The World Student Christian Federation (WSCF) is a federation of autonomous national Student Christian Movements (SCM) forming the youth and student arm of the global ecumenical movement. The Federation includes Orthodox, Protestant, Catholic, Pentecostal and Anglican students.

Together with the YMCA and the YWCA, WSCF has as a foundational document, the Paris Basis. WSCF's aims include "to call members of the academic community to faith in God, to discipleship within the life and mission of the Church and to help them strive for peace and justice in and among nations." At one point "the evangelisation of the world in this generation" was seen as the main aim. Throughout its history the Federation has brought students together across theological and cultural boundaries and provided training and opportunities. For over a century WSCF has supplied leaders to the Church, the ecumenical movement and the Christian left, governments and social movements.

Together the WSCF and SCM provide a context for young Christians from all churches and nations to meet. The motto of the WSCF is ""—"that they all may be one" ().

History
WSCF was formed at a meeting of student leaders from ten North American and European countries in 1895 at Vadstena Castle, Sweden. The founders included John R. Mott (U.S.), J.Rutter Williamson (U.K.), Martin Eckhoff (Norway), Luther D. Wishard (U.S.), Johannes Siemsen (Germany) and Karl Fries (Sweden).

WSCF was the first international student organisation. Together with YMCA and YWCA, it is among the oldest extant youth movements. WSCF is known in French as FUACE——and in Spanish as FUMEC—.

Forces affecting WSCF have been:
 the rise of the ecumenical movement,
 the turbulence of the 1960s student movements,
 the mid-twentieth century shift in balance of power from liberal to evangelical Christianity,
 the shift in balance of influence within Christianity between the developed and the developing world,
 the pressures of maintaining unity across the spectrum of Christianity

Notable leaders of the WSCF have included:
 John R. Mott
 Nathan Söderblom
 Willem Visser 't Hooft
 Philip Potter
 Alan Brash

The WSCF newsletter Federation News started in 1921 and is published twice a year. The WSCF journal Student World was begun in 1908 but has had a broken history of publication.

Purpose
The mission and vision statement of the WSCF is:
 The WSCF is a global community of Student Christian Movements committed to dialogue, ecumenism, social justice and peace.
 the mission is to empower students in critical thinking and constructive transformation of our world by being a space for:
 Prayer and celebration
 Theological reflection
 Study and analysis of social and cultural processes and
 Solidarity and action across boundaries of culture, gender and ethnicity.
 Through the work of the Holy Spirit, the WSCF is called to be a prophetic witness in church and society. This vision is nurtured by a radical hope for God’s Reign in history.

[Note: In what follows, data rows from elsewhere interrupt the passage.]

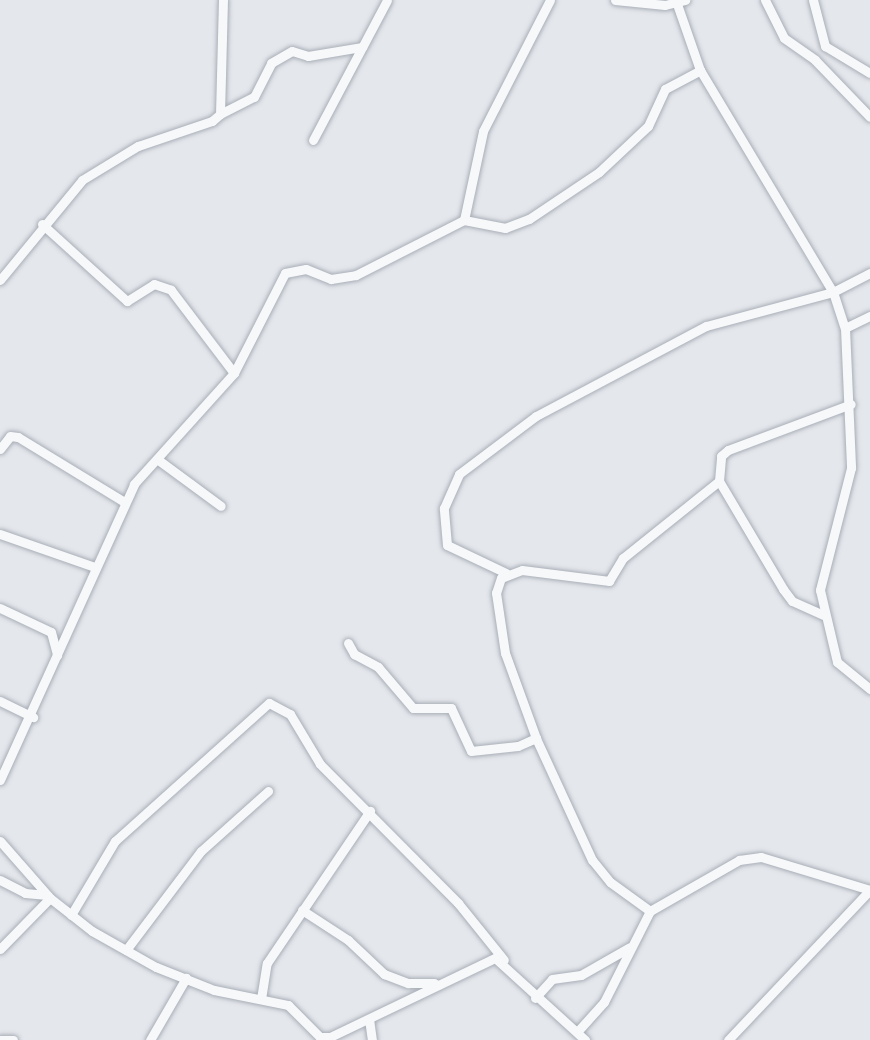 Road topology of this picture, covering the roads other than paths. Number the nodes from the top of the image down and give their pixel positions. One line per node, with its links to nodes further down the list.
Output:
1 (223, 0): 11 (street)
2 (387, 0): 8 (street)
3 (549, 0): 14 (street)
4 (615, 0): 7 (street)
5 (765, 0): 12 (street)
6 (813, 0): 10 (street)
7 (681, 2): 9 (street)
8 (362, 47): 11 (street); 13 (street)
9 (700, 70): 14 (street); 18 (street)
10 (870, 73)
11 (220, 114): 15 (street)
12 (870, 117)
13 (313, 140)
14 (464, 220): 21 (street)
15 (42, 224): 17 (street); 21 (street)
16 (870, 273): 18 (street)
17 (0, 280)
18 (833, 292): 20 (street); 30 (street)
19 (870, 316): 20 (street)
20 (845, 328): 22 (street)
21 (234, 373): 24 (street)
22 (850, 404): 25 (street); 32 (street)
23 (0, 449): 26 (street)
24 (157, 459): 26 (street); 27 (street)
25 (718, 481): 30 (street); 32 (street)
26 (123, 501): 29 (street)
27 (221, 506)
28 (0, 534): 29 (street)
29 (95, 567): 34 (street)
30 (506, 573): 38 (street)
31 (0, 608): 34 (street)
32 (823, 615): 35 (street)
33 (348, 643): 38 (street)
34 (58, 658): 37 (street)
35 (870, 689)
36 (0, 701): 37 (street)
37 (33, 717): 39 (street)
38 (536, 738): 47 (street)
39 (0, 780)
40 (268, 791): 51 (street)
41 (369, 811): 46 (street); 48 (street); 52 (street)
42 (0, 841): 45 (street)
43 (0, 880): 45 (street)
44 (870, 890): 47 (street); 65 (street)
45 (49, 896): 48 (street); 50 (street)
46 (302, 910): 54 (street); 56 (street)
47 (650, 911): 49 (street)
48 (71, 915): 51 (street)
49 (631, 946): 55 (street); 58 (street)
50 (0, 950)
51 (126, 950): 53 (street)
52 (507, 964): 54 (street); 55 (street)
53 (186, 978): 56 (street); 62 (street)
54 (435, 983): 57 (street)
55 (535, 998): 58 (street)
56 (261, 999): 59 (street)
57 (369, 1019): 59 (street); 63 (street)
58 (577, 1032): 64 (street)
59 (320, 1038)
60 (0, 1040): 61 (street)
61 (13, 1040)
62 (150, 1040)
63 (372, 1040)
64 (585, 1040)
65 (728, 1040)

WSCF's founder, the Methodist layman and YMCA worker John R. Mott (1865-1955), promoted Protestant unity in 1895 as an organization joining youth from all Protestant churches to dedicate themselves to the 'evangelization of the world in this generation.'"

Structure and activities

WSCF globally

The General Assembly (GA) is the highest decision making body of the Federation. WSCF's GA is held approximately every four years. Recent assemblies have been held in Montreal, Canada, Chiang Mai, Thailand, Beirut, Lebanon, and Yamoussoukro, Côte d'Ivoire.

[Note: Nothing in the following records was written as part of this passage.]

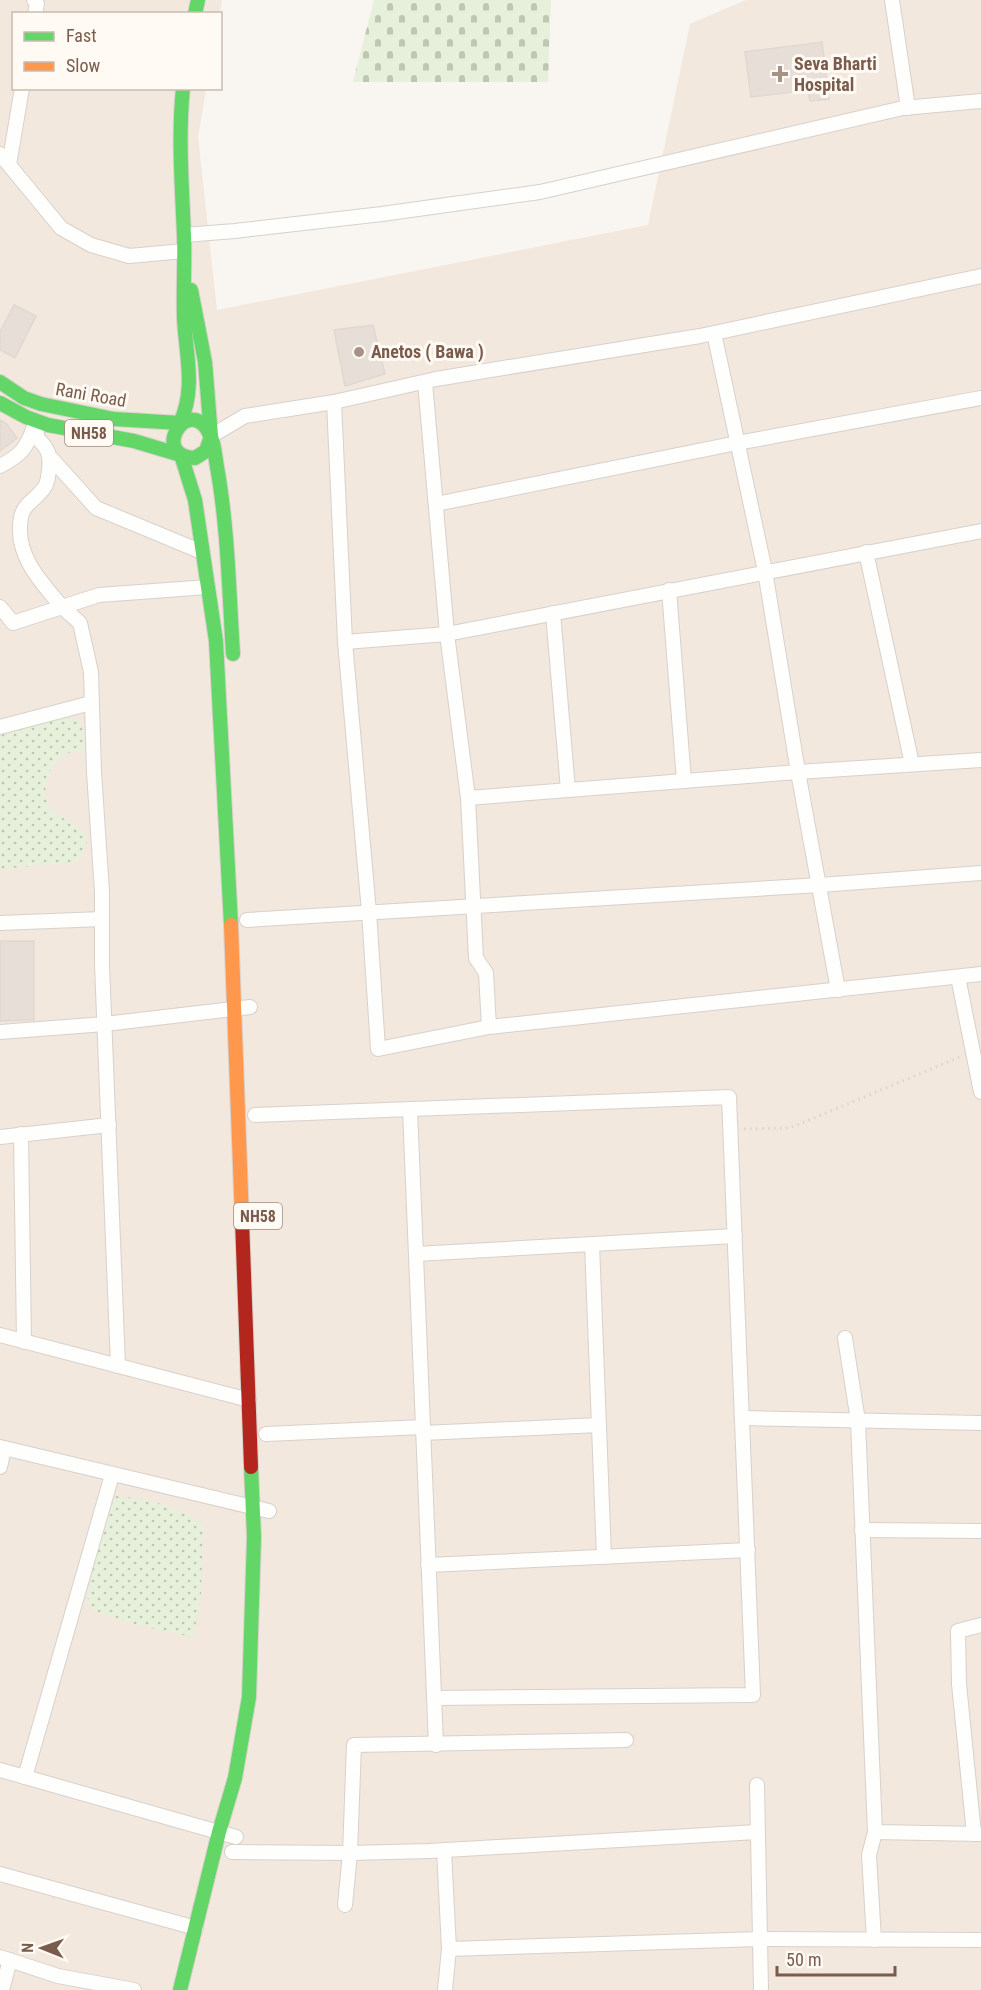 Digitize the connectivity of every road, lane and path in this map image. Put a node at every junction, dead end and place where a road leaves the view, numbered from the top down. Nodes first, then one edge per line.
1 (892, 0) edge
2 (21, 90) edge
3 (183, 90) edge
4 (981, 101) edge
5 (908, 108) junction
6 (4, 159) edge
7 (184, 235) junction
8 (184, 251) junction
9 (185, 270) junction
10 (981, 276) edge
11 (714, 333) junction
12 (0, 382) edge
13 (425, 382) junction
14 (981, 398) edge
15 (334, 402) junction
16 (0, 403) edge
17 (42, 404) junction
18 (36, 422) junction
19 (180, 423) junction
20 (212, 436) junction
21 (737, 443) junction
22 (181, 455) junction
23 (51, 458) junction
24 (0, 466) edge
25 (436, 504) junction
26 (981, 531) edge
27 (202, 552) junction
28 (866, 552) junction
29 (765, 571) junction
30 (207, 587) junction
31 (669, 590) junction
32 (0, 607) edge
33 (62, 607) junction
34 (553, 614) junction
35 (7, 625) edge
36 (447, 634) junction
37 (345, 642) junction
38 (234, 672) dead end
39 (91, 703) junction
40 (0, 728) edge
41 (981, 760) edge
42 (912, 764) junction
43 (798, 772) junction
44 (684, 781) junction
45 (568, 790) junction
46 (468, 798) junction
47 (981, 873) edge
48 (820, 885) junction
49 (473, 906) junction
50 (369, 912) junction
51 (102, 919) junction
52 (247, 919) dead end
53 (0, 923) edge
54 (981, 974) edge
55 (958, 977) junction
56 (838, 990) junction
57 (250, 1002) joint
58 (233, 1009) junction
59 (105, 1024) junction
60 (251, 1024) dead end
61 (489, 1027) junction
62 (0, 1032) edge
63 (973, 1052) junction
64 (981, 1092) edge
65 (410, 1109) junction
66 (255, 1116) dead end
67 (109, 1125) junction
68 (731, 1130) junction
69 (21, 1134) junction
70 (0, 1137) edge
71 (735, 1236) junction
72 (592, 1244) junction
73 (416, 1254) junction
74 (0, 1335) edge
75 (845, 1338) dead end
76 (24, 1342) junction
77 (118, 1366) junction
78 (249, 1400) junction
79 (743, 1418) junction
80 (858, 1421) junction
81 (981, 1423) edge
82 (599, 1425) junction
83 (423, 1430) junction
84 (266, 1434) dead end
85 (2, 1448) edge
86 (0, 1467) edge
87 (112, 1475) junction
88 (269, 1504) joint
89 (252, 1508) junction
90 (270, 1528) dead end
91 (862, 1530) junction
92 (981, 1531) edge
93 (748, 1550) junction
94 (604, 1557) junction
95 (428, 1565) junction
96 (981, 1625) edge
97 (434, 1698) junction
98 (626, 1740) dead end
99 (436, 1744) junction
100 (0, 1770) edge
101 (25, 1777) junction
102 (757, 1785) dead end
103 (219, 1832) junction
104 (238, 1832) joint
105 (757, 1832) junction
106 (875, 1832) junction
107 (977, 1834) edge
108 (444, 1850) junction
109 (350, 1853) junction
110 (231, 1857) joint
111 (0, 1874) edge
112 (345, 1905) dead end
113 (196, 1928) junction
114 (760, 1939) junction
115 (874, 1940) junction
116 (981, 1941) edge
117 (449, 1949) junction
118 (5, 1959) edge
119 (82, 1986) edge
120 (2, 1990) edge
121 (134, 1990) edge
122 (180, 1990) edge
123 (445, 1990) edge
124 (761, 1990) edge

1 - 5 street
2 - 6 street
3 - 7 main road
4 - 5 street
5 - 7 street
6 - 8 street
7 - 8 main road
8 - 9 main road
9 - 19 main road
9 - 20 main road
10 - 11 street
11 - 13 street
11 - 21 street
12 - 17 main road, Rani Road / NH58
13 - 15 street
13 - 25 street
14 - 21 street
15 - 20 street
15 - 37 street
16 - 18 main road, NH58
17 - 18 street
17 - 19 main road, Rani Road / NH58
18 - 22 main road, NH58
18 - 23 street
18 - 24 street
19 - 20 main road, NH58
19 - 22 main road, NH58
20 - 22 main road
20 - 38 main road
21 - 25 street
21 - 29 street
22 - 27 main road, NH58
23 - 27 street
23 - 33 street
25 - 36 street
26 - 28 street
27 - 30 main road, NH58
28 - 29 street
28 - 42 street
29 - 31 street
29 - 43 street
30 - 33 street
30 - 58 main road, NH58
31 - 34 street
31 - 44 street
32 - 35 street
33 - 35 street
33 - 39 street
34 - 36 street
34 - 45 street
36 - 37 street
36 - 46 street
37 - 50 street
39 - 40 street
39 - 51 street
41 - 42 street
42 - 43 street
43 - 44 street
43 - 48 street
44 - 45 street
45 - 46 street
46 - 49 street
47 - 48 street
48 - 49 street
48 - 56 street
49 - 50 street
49 - 61 street
50 - 52 street
50 - 61 street
51 - 53 street
51 - 59 street
54 - 55 street
55 - 56 street
55 - 63 street
56 - 61 street
57 - 58 street
57 - 60 main road
58 - 59 street
58 - 78 main road, NH58
59 - 62 street
59 - 67 street
63 - 64 street
63 - 68 path
65 - 66 street
65 - 68 street
65 - 73 street
67 - 69 street
67 - 77 street
68 - 71 street
69 - 70 street
69 - 76 street
71 - 72 street
71 - 79 street
72 - 73 street
72 - 82 street
73 - 83 street
74 - 76 street
75 - 80 street
76 - 77 street
77 - 78 street
78 - 89 main road, NH58
79 - 80 street
79 - 93 street
80 - 81 street
80 - 91 street
82 - 83 street
82 - 94 street
83 - 84 street
83 - 95 street
85 - 86 street
85 - 87 street
87 - 89 street
87 - 101 street
88 - 89 street
88 - 90 main road
89 - 103 main road, NH58
91 - 92 street
91 - 106 street
93 - 94 street
93 - 97 street
94 - 95 street
95 - 97 street
96 - 107 street
97 - 99 street
98 - 99 street
99 - 109 street
100 - 101 street
101 - 103 street
102 - 105 street
103 - 104 street
103 - 113 main road, NH58
104 - 110 main road
105 - 108 street
105 - 114 street
106 - 107 street
106 - 115 street
108 - 109 street
108 - 117 street
109 - 110 street
109 - 112 street
111 - 113 street
113 - 122 main road, NH58
114 - 115 street
114 - 117 street
114 - 124 street
115 - 116 street
117 - 123 street
118 - 119 street
118 - 120 street
119 - 121 street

The GA is made up of representatives from all affiliated and associated movements. The GA reviews the previous four years, plans for the next four years and elects the Executive Committee, Chairperson, Vice-Chairpersons, Treasurer and General Secretary.

The 35th GA was held in Bogota, Colombia from February 27 to March 5, 2015.

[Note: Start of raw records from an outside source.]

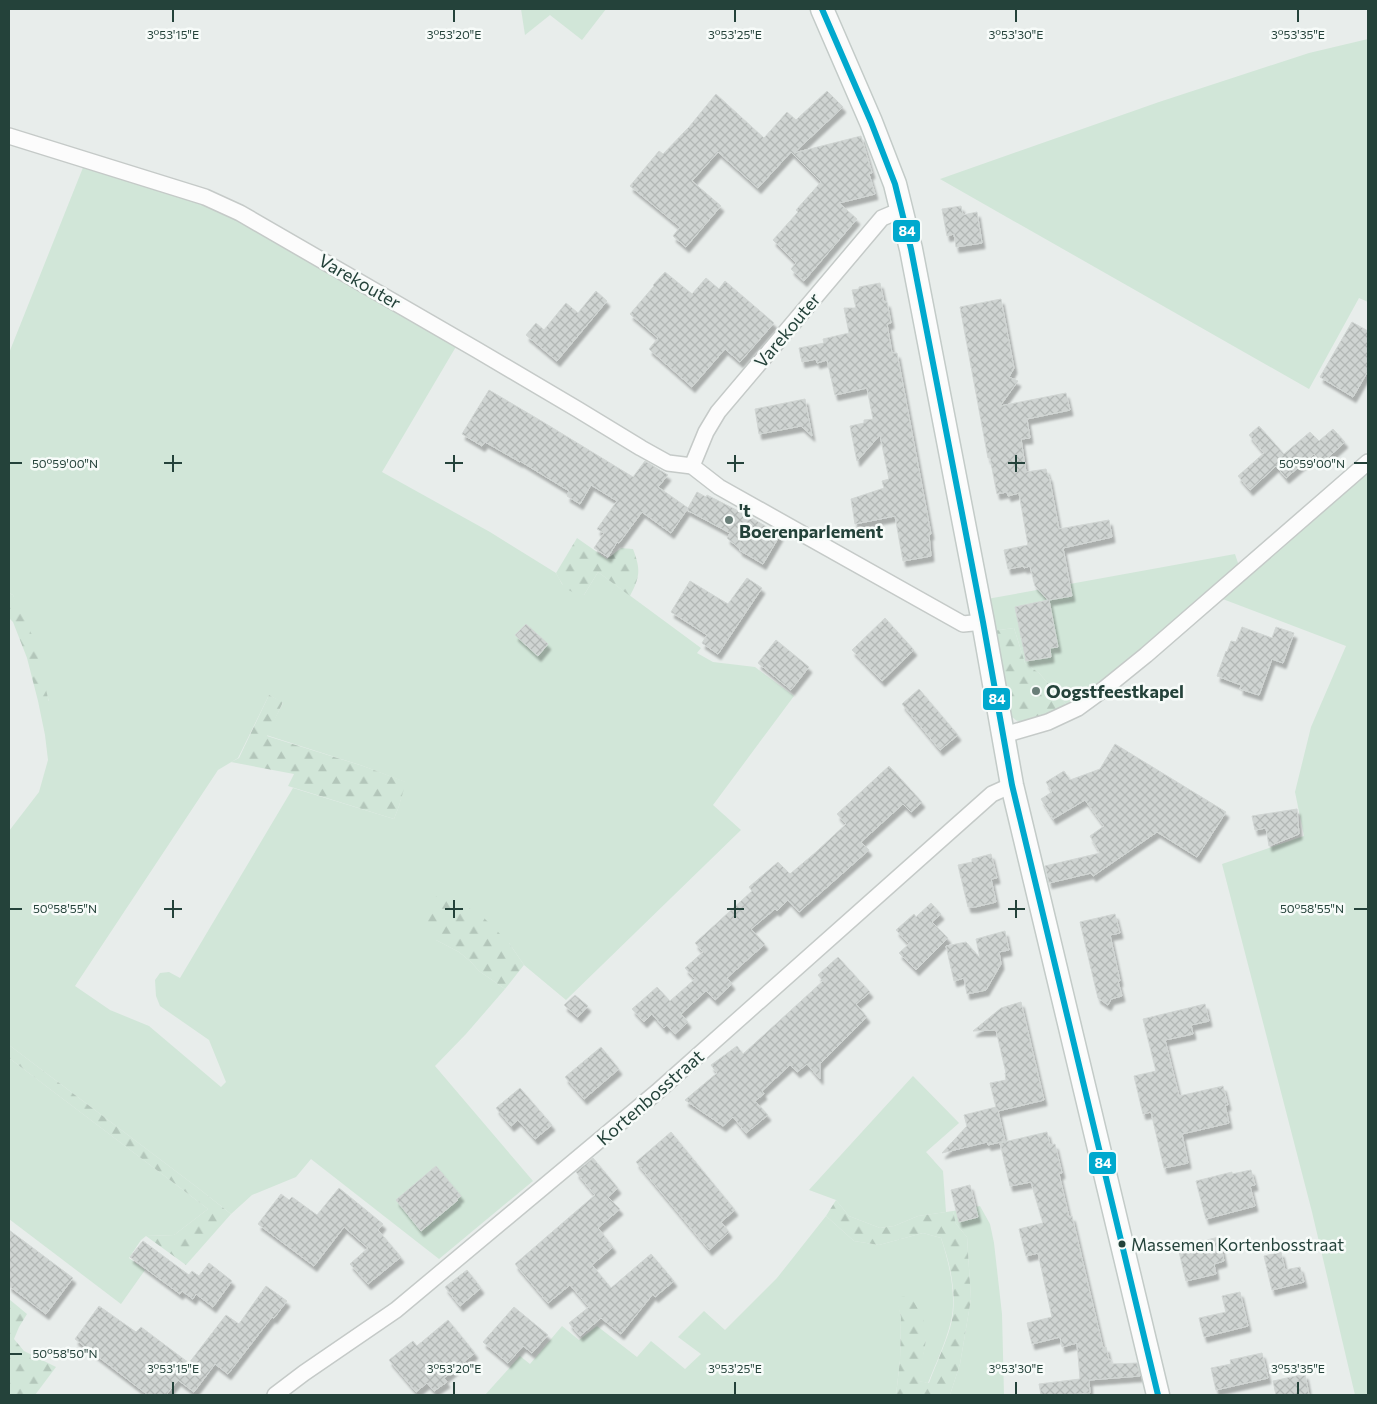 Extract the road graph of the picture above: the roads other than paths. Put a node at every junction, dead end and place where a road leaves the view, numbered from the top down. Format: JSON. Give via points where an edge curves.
{"nodes":[{"id":1,"x":822,"y":9,"type":"edge"},
{"id":2,"x":9,"y":136,"type":"edge"},
{"id":3,"x":901,"y":210,"type":"junction"},
{"id":4,"x":1368,"y":462,"type":"edge"},
{"id":5,"x":692,"y":466,"type":"junction"},
{"id":6,"x":983,"y":622,"type":"junction"},
{"id":7,"x":1004,"y":734,"type":"junction"},
{"id":8,"x":1012,"y":784,"type":"junction"},
{"id":9,"x":275,"y":1395,"type":"edge"},
{"id":10,"x":1158,"y":1395,"type":"edge"}],
"edges":[{"from":1,"to":3,"type":"street","via":[[895,184]]},
{"from":2,"to":5,"type":"street","name":"Varekouter","via":[[205,197],[240,212],[641,448],[668,463]]},
{"from":3,"to":5,"type":"street","name":"Varekouter","via":[[882,218],[718,412]]},
{"from":3,"to":6,"type":"street"},
{"from":4,"to":7,"type":"street","via":[[1146,655],[1078,708],[1048,722]]},
{"from":5,"to":6,"type":"street","via":[[719,487],[963,624]]},
{"from":6,"to":7,"type":"street"},
{"from":7,"to":8,"type":"street"},
{"from":8,"to":9,"type":"street","name":"Kortenbosstraat","via":[[992,794],[657,1092],[402,1304]]},
{"from":8,"to":10,"type":"street"}]}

The Executive Committee and staff (General Secretary and Regional Secretaries) co-ordinate the Federation's activities between General Assemblies. The Executive Committee has met in Chiang Mai, Thailand, Porto Alegre, Brazil and Alexandria, Egypt.

The General Secretary is based in the Inter-Regional Office (IRO) in Geneva, Switzerland. The IRO is in the Ecumenical Centre which also houses the World Council of Churches, the World Alliance of Reformed Churches, the Lutheran World Federation, the Ecumenical Advocacy Alliance, the Conference of European Churches, Ecumenical News International, Action by Churches Together International, and many other organisations.

The IRO organises the General Assembly and Executive Committee, the IRO staff is the secretariat for WSCF's endowment The Centennial Fund. The IRO administers WSCF's income, salaries and fundraising and co-ordinates global WSCF programmes, the IRO administers the Ecumenical Assistance Programme, the Universal Day of Prayer for Students, produces Federation News and Student World maintains contact with national movements and Senior Friends and organises WSCF representation at meetings of the United Nations, UNESCO, World Council of Churches and other organisations.

General Secretaries of WSCF
John R. Mott (USA)1895
Robert C. Mackie (Scotland) 1938-1948
Risto Lehtonen (Finland)
Feliciano Cariño (Philippines)
Emidio Campi (Italy)
Christine Ledger (Australia)and Manuel Quintero(Cuba)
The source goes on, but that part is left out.